--- START ---

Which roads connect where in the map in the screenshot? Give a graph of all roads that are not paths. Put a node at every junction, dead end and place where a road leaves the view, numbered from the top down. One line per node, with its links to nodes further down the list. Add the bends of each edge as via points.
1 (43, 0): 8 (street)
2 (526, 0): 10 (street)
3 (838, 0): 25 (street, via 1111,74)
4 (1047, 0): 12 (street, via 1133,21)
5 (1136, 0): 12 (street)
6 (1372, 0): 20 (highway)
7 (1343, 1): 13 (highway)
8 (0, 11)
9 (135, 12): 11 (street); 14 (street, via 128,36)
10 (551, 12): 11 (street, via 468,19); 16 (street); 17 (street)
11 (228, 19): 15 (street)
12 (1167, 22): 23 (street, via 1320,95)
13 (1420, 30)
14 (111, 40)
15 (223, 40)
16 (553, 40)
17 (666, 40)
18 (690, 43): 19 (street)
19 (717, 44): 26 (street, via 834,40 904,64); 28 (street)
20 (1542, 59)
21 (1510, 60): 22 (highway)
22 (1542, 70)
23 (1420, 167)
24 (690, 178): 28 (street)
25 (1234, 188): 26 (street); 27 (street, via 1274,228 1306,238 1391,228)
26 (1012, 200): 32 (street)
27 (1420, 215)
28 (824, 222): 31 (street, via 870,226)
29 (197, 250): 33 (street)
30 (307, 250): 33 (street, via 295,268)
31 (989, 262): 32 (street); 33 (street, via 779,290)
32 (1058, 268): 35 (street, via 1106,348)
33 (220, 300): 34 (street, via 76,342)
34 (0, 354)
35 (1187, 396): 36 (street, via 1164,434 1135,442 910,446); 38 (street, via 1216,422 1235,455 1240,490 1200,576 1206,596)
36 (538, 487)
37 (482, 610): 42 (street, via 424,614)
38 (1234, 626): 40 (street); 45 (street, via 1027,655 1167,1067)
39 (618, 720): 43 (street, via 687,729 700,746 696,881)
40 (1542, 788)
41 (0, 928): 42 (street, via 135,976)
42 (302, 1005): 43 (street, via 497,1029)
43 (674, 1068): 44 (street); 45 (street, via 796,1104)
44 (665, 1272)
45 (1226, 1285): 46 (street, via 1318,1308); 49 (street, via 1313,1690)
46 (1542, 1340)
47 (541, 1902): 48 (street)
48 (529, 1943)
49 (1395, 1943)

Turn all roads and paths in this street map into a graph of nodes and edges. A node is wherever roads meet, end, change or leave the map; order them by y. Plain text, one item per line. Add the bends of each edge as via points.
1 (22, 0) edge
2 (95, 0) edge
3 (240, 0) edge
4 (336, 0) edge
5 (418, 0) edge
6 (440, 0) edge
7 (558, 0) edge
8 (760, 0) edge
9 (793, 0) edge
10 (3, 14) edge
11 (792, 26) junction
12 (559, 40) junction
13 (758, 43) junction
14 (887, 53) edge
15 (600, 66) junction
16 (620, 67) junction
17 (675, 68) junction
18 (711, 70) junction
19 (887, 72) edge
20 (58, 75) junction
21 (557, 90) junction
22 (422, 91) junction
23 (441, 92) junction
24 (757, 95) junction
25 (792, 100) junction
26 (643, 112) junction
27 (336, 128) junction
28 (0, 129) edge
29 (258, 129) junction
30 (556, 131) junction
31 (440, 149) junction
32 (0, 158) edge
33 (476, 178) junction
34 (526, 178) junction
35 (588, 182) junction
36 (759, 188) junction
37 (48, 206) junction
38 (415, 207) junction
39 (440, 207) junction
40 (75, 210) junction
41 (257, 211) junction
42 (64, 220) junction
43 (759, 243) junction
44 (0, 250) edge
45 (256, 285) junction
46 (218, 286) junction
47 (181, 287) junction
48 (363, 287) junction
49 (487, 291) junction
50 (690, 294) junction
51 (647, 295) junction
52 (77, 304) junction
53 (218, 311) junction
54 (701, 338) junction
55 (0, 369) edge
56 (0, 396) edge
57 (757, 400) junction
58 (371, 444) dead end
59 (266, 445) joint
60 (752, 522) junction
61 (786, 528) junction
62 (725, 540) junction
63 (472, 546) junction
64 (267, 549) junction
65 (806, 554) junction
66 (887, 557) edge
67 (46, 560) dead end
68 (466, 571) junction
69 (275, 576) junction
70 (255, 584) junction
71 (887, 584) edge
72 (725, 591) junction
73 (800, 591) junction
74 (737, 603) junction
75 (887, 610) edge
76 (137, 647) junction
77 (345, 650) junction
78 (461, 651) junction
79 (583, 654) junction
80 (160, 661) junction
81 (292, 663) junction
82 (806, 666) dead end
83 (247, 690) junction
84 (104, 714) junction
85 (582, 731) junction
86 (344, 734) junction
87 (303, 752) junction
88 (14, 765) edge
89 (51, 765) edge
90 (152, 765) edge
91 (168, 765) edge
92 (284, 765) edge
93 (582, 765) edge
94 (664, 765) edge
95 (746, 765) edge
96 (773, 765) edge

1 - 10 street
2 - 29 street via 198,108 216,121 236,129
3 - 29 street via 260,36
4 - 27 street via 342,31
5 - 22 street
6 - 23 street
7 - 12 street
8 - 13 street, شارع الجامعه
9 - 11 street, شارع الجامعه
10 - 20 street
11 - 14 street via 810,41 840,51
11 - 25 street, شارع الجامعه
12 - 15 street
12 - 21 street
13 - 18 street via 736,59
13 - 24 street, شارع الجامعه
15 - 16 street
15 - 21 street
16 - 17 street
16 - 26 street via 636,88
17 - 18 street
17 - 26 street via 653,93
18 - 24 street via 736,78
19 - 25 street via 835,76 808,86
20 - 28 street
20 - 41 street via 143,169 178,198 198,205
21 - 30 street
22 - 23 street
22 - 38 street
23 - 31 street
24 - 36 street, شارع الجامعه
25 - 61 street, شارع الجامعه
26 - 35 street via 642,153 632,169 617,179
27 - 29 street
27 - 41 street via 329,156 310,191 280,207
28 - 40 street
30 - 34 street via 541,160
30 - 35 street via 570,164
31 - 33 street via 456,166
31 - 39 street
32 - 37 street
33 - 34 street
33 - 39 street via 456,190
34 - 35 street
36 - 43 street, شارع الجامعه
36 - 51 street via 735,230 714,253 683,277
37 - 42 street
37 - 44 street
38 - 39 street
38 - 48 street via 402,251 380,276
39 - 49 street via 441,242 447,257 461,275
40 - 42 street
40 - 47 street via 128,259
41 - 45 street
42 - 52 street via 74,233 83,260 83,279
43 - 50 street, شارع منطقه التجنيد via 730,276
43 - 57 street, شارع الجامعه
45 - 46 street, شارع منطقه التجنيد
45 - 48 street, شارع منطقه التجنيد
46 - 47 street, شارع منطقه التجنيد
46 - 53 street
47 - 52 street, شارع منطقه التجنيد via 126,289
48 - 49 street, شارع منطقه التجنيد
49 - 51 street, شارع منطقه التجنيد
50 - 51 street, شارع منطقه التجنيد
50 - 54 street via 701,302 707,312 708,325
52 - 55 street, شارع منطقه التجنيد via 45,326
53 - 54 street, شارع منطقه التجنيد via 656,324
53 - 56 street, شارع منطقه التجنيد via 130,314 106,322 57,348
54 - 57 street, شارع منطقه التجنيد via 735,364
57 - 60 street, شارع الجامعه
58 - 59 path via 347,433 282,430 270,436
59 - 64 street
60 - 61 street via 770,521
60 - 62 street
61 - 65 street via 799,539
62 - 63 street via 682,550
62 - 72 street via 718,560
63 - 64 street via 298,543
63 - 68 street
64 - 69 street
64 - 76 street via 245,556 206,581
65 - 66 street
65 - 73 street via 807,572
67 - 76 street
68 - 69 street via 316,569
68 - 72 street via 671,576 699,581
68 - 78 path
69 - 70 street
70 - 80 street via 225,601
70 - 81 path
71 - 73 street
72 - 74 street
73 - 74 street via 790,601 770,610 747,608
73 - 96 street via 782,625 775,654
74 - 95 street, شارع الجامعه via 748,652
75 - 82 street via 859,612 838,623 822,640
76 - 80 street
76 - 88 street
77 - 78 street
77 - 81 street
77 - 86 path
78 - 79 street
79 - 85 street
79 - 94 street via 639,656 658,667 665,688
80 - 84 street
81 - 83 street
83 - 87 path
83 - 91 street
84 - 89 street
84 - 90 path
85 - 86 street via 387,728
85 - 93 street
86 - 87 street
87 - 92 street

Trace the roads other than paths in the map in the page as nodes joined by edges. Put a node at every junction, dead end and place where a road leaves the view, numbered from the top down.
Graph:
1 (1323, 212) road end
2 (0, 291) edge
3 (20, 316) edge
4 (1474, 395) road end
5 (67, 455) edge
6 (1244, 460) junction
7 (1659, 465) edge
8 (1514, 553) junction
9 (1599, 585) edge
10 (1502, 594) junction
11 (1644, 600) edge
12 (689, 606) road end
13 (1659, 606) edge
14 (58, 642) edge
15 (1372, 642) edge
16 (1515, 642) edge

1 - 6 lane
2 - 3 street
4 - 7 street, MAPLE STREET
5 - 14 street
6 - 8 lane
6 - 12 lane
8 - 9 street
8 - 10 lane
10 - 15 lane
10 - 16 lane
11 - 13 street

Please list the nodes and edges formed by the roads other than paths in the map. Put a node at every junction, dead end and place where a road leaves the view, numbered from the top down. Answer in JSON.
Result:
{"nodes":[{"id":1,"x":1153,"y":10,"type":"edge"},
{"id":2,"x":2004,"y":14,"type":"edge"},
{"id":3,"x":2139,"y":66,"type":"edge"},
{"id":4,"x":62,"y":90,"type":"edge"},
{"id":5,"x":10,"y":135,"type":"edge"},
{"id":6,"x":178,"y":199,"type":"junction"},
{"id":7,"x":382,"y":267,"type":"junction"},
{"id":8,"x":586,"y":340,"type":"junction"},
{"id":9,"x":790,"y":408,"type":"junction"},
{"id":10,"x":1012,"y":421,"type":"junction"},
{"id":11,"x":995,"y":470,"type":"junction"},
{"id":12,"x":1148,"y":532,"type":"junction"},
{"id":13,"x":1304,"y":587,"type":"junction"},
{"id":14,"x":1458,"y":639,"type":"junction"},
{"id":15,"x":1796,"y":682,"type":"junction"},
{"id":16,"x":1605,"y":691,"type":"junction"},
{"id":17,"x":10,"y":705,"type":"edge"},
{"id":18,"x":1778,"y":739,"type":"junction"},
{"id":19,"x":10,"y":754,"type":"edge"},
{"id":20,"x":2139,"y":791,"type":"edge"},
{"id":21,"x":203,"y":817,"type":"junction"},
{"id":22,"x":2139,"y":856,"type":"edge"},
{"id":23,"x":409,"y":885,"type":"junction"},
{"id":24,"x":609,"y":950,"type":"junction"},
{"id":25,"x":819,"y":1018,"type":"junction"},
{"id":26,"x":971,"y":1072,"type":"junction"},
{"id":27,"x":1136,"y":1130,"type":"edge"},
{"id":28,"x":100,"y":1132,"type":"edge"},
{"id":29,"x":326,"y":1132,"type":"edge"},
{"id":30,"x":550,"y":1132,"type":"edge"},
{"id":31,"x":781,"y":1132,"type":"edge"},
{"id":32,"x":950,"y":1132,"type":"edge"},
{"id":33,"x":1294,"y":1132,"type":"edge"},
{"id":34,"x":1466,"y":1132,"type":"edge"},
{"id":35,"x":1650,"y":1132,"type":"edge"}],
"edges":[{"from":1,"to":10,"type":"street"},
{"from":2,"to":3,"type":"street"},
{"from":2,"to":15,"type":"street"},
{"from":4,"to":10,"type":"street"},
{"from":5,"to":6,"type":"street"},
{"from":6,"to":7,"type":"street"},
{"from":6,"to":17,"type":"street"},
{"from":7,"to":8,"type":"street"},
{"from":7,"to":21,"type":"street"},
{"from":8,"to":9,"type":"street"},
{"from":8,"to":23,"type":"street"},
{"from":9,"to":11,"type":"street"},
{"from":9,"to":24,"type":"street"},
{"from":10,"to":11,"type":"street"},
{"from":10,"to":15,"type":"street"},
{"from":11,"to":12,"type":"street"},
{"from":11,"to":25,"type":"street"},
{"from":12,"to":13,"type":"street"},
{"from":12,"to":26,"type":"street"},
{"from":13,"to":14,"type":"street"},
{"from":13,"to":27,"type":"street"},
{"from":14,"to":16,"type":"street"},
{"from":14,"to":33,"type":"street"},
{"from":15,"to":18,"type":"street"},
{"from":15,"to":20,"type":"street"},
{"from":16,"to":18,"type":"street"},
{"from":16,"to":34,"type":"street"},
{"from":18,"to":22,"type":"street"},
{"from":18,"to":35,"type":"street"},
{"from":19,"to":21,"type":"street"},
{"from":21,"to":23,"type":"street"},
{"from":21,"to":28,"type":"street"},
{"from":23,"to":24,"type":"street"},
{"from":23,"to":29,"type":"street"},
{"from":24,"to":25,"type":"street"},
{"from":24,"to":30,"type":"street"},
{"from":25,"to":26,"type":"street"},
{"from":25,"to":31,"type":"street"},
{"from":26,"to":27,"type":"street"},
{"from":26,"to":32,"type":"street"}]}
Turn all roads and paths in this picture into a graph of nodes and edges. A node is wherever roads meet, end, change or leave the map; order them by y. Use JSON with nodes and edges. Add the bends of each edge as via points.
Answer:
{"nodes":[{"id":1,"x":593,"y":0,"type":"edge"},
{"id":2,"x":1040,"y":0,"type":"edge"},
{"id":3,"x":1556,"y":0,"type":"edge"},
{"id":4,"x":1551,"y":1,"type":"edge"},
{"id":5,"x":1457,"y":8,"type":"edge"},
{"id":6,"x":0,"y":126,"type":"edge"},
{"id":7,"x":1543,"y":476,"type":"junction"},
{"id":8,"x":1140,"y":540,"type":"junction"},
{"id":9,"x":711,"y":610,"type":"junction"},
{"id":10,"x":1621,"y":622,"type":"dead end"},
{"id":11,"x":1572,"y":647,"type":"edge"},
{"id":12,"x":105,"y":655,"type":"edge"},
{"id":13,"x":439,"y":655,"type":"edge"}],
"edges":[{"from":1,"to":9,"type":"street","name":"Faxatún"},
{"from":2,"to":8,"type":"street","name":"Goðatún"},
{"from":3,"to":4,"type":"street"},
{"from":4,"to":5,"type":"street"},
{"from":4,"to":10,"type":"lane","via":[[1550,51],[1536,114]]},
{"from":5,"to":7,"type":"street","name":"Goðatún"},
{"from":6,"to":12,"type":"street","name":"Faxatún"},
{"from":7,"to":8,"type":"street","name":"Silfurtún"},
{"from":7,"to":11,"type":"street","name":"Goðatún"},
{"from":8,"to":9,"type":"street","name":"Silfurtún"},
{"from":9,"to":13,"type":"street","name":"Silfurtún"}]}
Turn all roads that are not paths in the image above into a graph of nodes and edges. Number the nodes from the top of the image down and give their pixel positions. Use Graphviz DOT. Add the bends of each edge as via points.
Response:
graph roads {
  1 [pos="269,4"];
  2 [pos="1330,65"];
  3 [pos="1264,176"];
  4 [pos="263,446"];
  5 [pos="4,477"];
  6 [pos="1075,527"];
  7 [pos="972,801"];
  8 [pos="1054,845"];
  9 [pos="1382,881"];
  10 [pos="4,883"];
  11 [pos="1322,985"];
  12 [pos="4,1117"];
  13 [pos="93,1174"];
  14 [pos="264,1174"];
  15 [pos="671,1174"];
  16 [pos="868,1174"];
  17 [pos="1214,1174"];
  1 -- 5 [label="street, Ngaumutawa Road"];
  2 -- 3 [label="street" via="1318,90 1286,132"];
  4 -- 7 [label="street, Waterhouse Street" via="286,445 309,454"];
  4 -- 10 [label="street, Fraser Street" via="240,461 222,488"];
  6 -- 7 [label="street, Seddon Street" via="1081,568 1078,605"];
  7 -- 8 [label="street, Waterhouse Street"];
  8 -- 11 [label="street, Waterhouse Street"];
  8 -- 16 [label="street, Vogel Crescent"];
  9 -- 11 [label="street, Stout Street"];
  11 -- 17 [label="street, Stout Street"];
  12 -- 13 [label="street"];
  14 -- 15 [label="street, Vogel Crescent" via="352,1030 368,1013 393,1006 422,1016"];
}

--- END ---

• _WHAT NEEDS TO BE DONE_
The answer is one number: how many lines of the material above contain "Crescent".

• _YOUR SOLUTION_
2